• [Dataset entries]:

▼▼▼

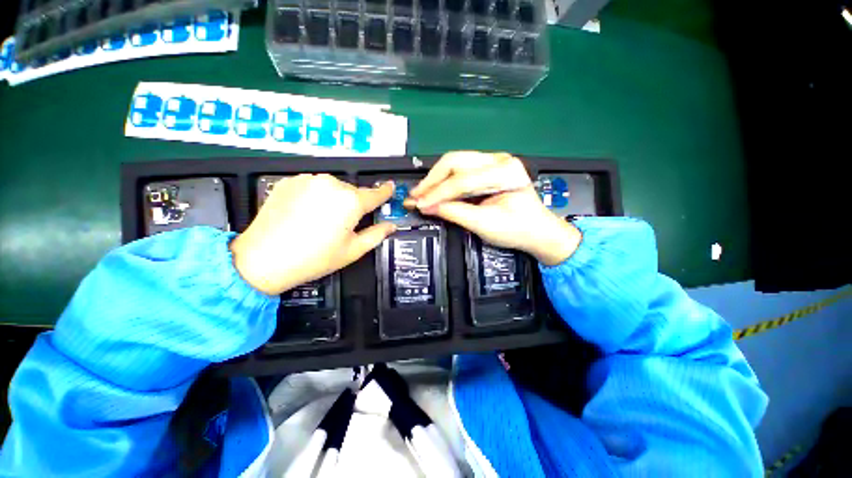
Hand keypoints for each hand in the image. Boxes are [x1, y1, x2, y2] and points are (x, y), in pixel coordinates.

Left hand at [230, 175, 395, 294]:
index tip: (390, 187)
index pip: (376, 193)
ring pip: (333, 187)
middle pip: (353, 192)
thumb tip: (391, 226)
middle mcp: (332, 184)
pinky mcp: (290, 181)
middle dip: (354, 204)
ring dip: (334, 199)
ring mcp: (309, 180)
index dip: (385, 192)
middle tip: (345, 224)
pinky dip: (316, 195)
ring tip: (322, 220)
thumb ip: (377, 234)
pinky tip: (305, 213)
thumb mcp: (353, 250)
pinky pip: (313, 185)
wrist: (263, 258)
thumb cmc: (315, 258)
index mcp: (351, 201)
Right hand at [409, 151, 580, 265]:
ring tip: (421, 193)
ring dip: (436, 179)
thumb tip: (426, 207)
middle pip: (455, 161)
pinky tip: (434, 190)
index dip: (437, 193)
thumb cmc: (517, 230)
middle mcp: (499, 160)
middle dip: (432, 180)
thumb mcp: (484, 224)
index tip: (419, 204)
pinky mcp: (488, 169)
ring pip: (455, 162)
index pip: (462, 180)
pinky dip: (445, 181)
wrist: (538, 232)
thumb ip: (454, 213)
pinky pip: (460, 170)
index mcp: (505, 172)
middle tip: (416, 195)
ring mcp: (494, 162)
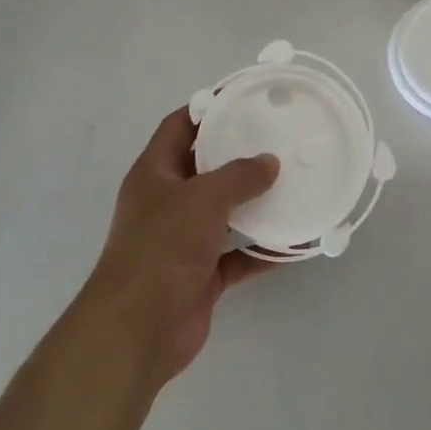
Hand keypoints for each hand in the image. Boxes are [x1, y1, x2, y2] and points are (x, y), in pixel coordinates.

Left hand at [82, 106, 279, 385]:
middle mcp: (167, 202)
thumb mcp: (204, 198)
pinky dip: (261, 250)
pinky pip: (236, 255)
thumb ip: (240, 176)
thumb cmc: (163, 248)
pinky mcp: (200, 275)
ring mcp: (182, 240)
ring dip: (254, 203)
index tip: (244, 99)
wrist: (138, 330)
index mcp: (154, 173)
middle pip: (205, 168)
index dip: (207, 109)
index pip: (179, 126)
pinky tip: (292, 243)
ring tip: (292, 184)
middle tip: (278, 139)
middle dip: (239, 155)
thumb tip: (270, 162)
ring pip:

▲▲▲
▼▼▼

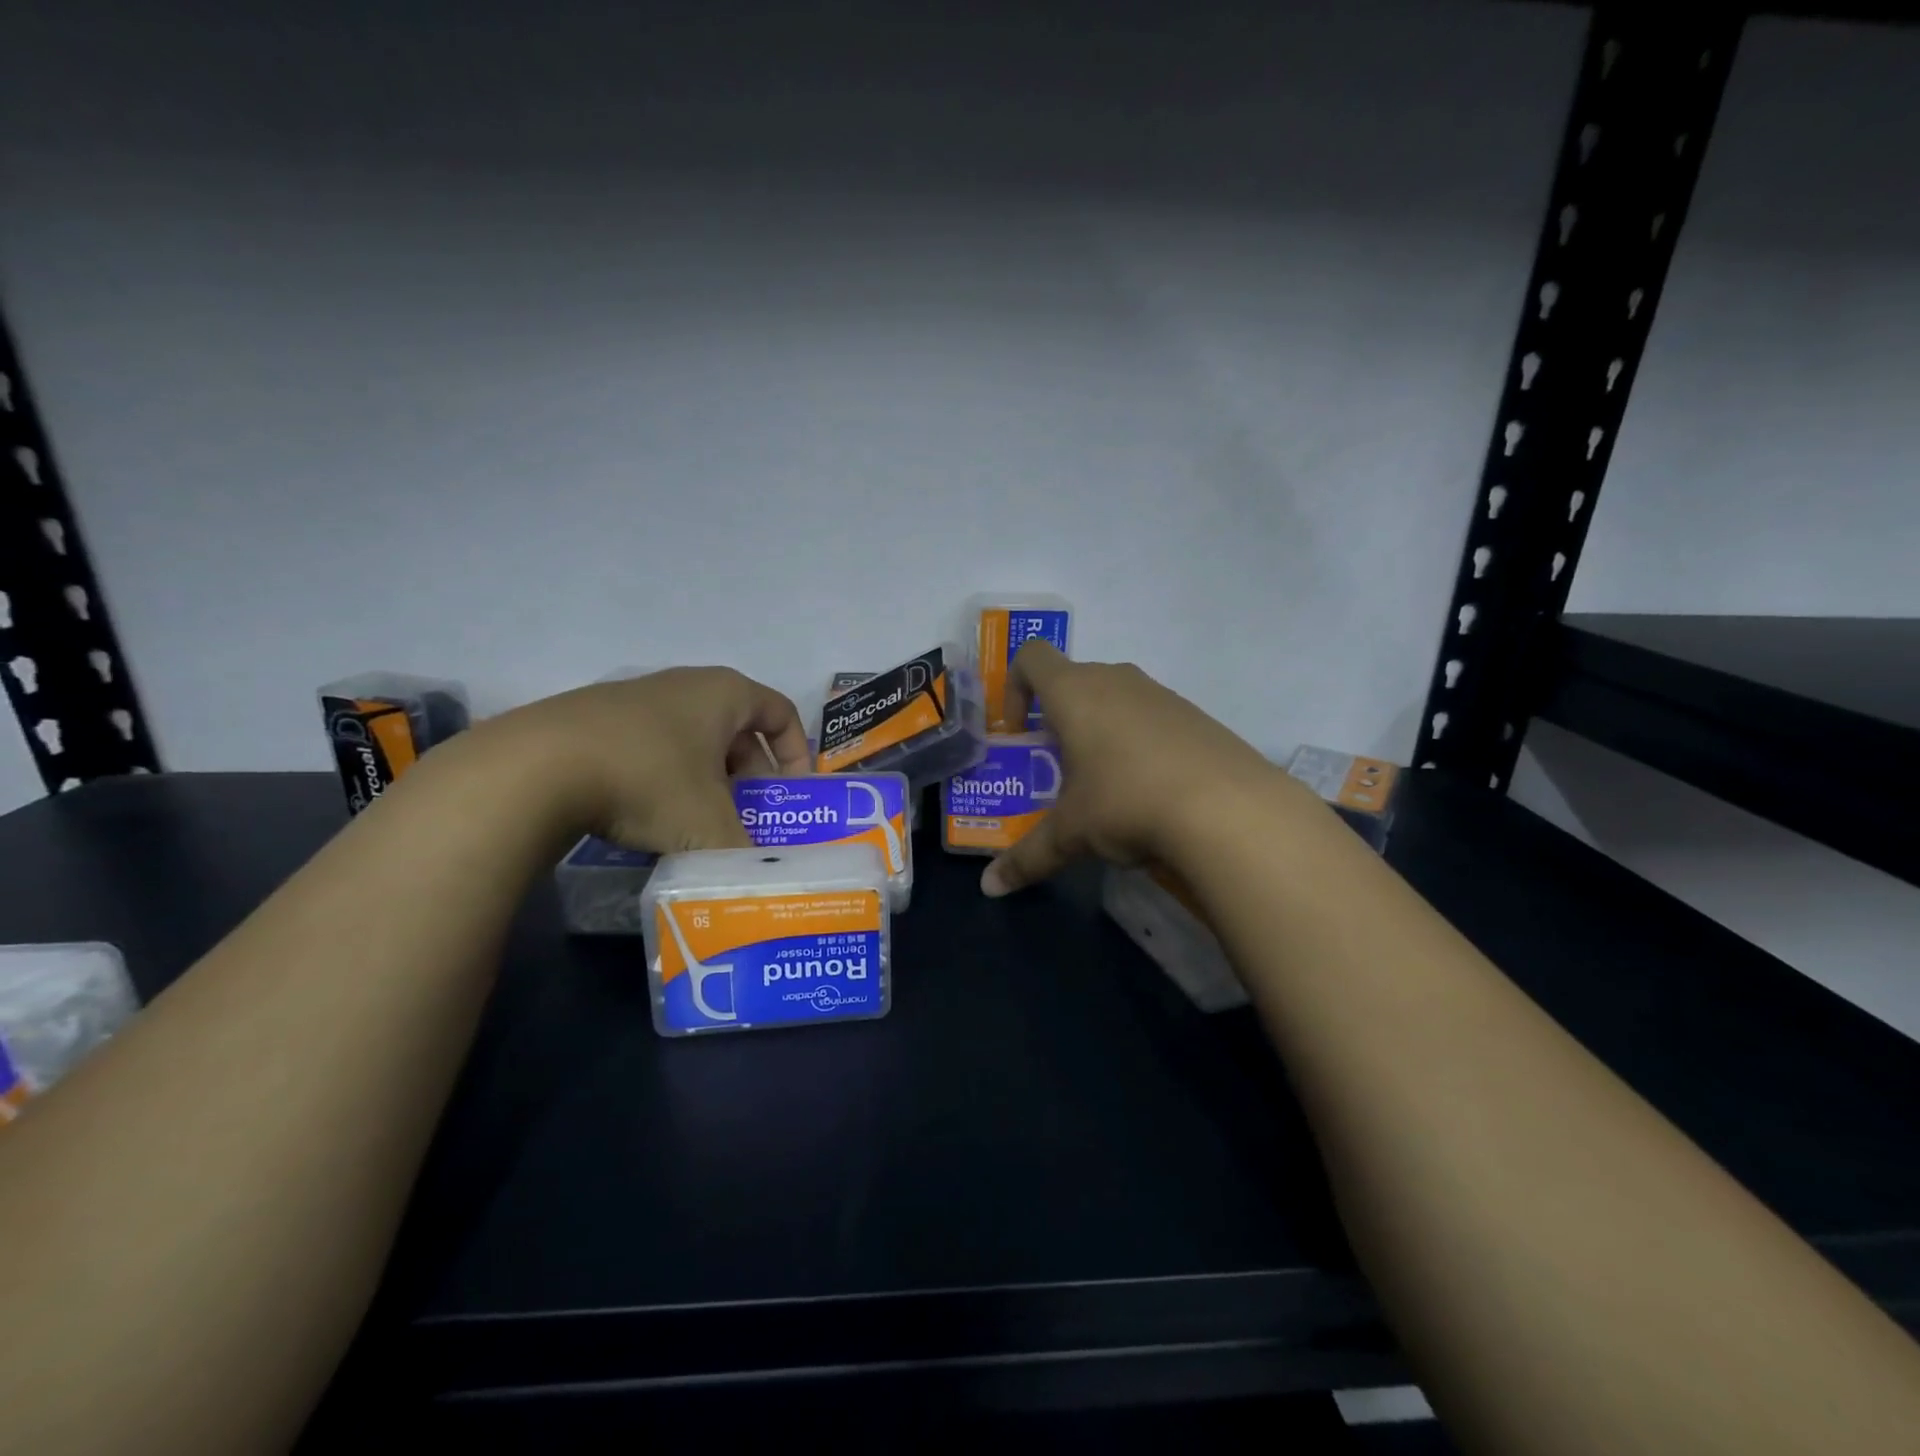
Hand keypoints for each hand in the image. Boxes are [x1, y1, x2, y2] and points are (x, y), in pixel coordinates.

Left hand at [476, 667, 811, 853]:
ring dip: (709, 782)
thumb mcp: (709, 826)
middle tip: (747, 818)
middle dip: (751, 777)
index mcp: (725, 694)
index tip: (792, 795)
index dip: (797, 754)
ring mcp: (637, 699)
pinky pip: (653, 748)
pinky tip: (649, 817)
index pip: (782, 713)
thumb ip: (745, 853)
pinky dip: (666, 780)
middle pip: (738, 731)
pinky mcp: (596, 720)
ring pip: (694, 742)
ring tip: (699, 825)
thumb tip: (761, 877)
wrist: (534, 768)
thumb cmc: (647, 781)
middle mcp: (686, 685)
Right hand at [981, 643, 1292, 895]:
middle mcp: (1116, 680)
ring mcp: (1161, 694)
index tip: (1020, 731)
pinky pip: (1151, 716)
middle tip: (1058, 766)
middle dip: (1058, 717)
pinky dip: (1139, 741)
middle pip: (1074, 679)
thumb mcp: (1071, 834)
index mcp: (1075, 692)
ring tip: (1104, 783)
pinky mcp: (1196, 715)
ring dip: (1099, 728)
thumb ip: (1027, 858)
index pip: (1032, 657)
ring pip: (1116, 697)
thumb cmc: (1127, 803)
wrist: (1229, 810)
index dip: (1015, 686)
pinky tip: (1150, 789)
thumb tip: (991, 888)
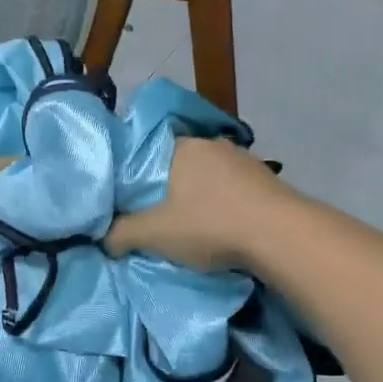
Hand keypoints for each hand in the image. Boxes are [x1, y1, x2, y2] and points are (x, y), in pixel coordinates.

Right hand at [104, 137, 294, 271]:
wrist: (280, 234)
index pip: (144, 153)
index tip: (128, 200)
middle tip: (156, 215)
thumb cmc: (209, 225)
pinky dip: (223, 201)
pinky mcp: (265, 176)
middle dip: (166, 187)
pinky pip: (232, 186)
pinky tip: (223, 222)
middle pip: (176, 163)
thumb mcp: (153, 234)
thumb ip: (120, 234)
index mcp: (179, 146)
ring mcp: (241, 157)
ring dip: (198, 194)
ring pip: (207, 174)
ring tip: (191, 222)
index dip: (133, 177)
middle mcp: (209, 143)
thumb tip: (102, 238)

▲▲▲
▼▼▼

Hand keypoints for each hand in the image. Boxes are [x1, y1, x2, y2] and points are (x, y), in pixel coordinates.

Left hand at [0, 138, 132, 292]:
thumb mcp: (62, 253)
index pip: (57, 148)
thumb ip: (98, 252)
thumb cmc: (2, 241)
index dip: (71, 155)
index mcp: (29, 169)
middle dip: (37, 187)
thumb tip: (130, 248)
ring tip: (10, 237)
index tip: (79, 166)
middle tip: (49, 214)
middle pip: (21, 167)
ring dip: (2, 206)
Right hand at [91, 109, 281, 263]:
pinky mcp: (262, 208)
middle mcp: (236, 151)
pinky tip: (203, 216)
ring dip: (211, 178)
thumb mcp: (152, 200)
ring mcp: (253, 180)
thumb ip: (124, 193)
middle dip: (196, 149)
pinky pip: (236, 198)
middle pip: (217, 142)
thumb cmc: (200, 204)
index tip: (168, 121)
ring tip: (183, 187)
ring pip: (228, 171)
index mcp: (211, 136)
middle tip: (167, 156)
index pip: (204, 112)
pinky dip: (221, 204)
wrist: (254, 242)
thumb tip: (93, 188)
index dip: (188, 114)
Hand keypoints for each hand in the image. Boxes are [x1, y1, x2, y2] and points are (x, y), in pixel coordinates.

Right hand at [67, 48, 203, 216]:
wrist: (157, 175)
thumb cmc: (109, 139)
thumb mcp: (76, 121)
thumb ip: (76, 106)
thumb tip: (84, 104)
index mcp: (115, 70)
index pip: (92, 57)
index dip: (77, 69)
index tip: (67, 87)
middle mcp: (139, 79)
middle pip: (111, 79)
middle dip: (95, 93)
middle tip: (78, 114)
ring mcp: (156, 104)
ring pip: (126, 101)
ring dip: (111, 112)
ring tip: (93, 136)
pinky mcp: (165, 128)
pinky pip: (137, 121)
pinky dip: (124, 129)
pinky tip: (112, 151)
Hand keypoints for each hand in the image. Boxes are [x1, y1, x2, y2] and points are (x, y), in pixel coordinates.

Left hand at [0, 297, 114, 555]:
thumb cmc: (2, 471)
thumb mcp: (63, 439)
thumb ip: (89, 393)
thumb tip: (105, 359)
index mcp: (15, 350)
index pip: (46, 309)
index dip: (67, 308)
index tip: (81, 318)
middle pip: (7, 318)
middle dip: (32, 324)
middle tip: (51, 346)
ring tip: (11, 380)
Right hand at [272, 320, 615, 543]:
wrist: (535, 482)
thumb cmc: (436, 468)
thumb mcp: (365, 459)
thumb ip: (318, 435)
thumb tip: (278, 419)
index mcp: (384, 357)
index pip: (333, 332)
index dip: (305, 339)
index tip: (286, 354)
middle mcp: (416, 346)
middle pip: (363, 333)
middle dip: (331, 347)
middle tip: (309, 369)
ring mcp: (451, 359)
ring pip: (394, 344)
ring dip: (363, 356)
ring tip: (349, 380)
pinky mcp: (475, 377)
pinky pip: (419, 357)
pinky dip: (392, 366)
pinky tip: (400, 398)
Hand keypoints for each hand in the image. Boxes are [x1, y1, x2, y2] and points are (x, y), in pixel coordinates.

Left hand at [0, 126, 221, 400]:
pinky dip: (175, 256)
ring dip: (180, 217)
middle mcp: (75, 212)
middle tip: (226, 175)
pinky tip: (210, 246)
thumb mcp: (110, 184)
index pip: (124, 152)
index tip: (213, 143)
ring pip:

▲▲▲

• [Task description]: Extract from the records above the lines from the one containing "index tip: (168, 121)" to the one containing "pinky tip: (400, 398)", both lines included, exactly as they appear and with nothing else.

• [Exercise answer]:
index tip: (168, 121)
ring tip: (183, 187)
ring pip: (228, 171)
index mcp: (211, 136)
middle tip: (167, 156)
index pip: (204, 112)
pinky dip: (221, 204)
wrist: (254, 242)
thumb tip: (93, 188)
index dip: (188, 114)
Hand keypoints for each hand in the image. Boxes are [x1, y1, x2, y2] and points are (x, y), in pixel coordinates.

Right hand at [67, 48, 203, 216]:
wrist: (157, 175)
thumb cmc: (109, 139)
thumb mcp: (76, 121)
thumb ip: (76, 106)
thumb tip: (84, 104)
index mcp: (115, 70)
index pip: (92, 57)
index dip: (77, 69)
index tip: (67, 87)
middle mcp: (139, 79)
middle pip: (111, 79)
middle dip: (95, 93)
middle tip: (78, 114)
ring mcp: (156, 104)
ring pip: (126, 101)
ring dip: (111, 112)
ring tip: (93, 136)
pinky mcp: (165, 128)
pinky pip: (137, 121)
pinky dip: (124, 129)
pinky tip: (112, 151)
Hand keypoints for each hand in the image. Boxes are [x1, y1, x2, y2] and points are (x, y), in pixel coordinates.

Left hand at [0, 297, 114, 555]:
thumb cmc: (2, 471)
thumb mcp: (63, 439)
thumb ip: (89, 393)
thumb tip: (105, 359)
index mcp: (15, 350)
index pip: (46, 309)
index dip: (67, 308)
index tip: (81, 318)
middle pip: (7, 318)
middle dip: (32, 324)
middle tip: (51, 346)
ring tip: (11, 380)
Right hand at [272, 320, 615, 543]:
wrist: (535, 482)
thumb cmc: (436, 468)
thumb mcp: (365, 459)
thumb ip: (318, 435)
thumb tip: (278, 419)
index mcp: (384, 357)
index pip: (333, 332)
index dip: (305, 339)
index tip: (286, 354)
middle mcp: (416, 346)
middle pip: (363, 333)
middle dip: (331, 347)
middle tip: (309, 369)
ring mcp: (451, 359)
ring pip: (394, 344)
ring dip: (363, 356)
ring tip: (349, 380)
pinky mcp: (475, 377)
pinky pip: (419, 357)
pinky dip: (392, 366)
pinky tip: (400, 398)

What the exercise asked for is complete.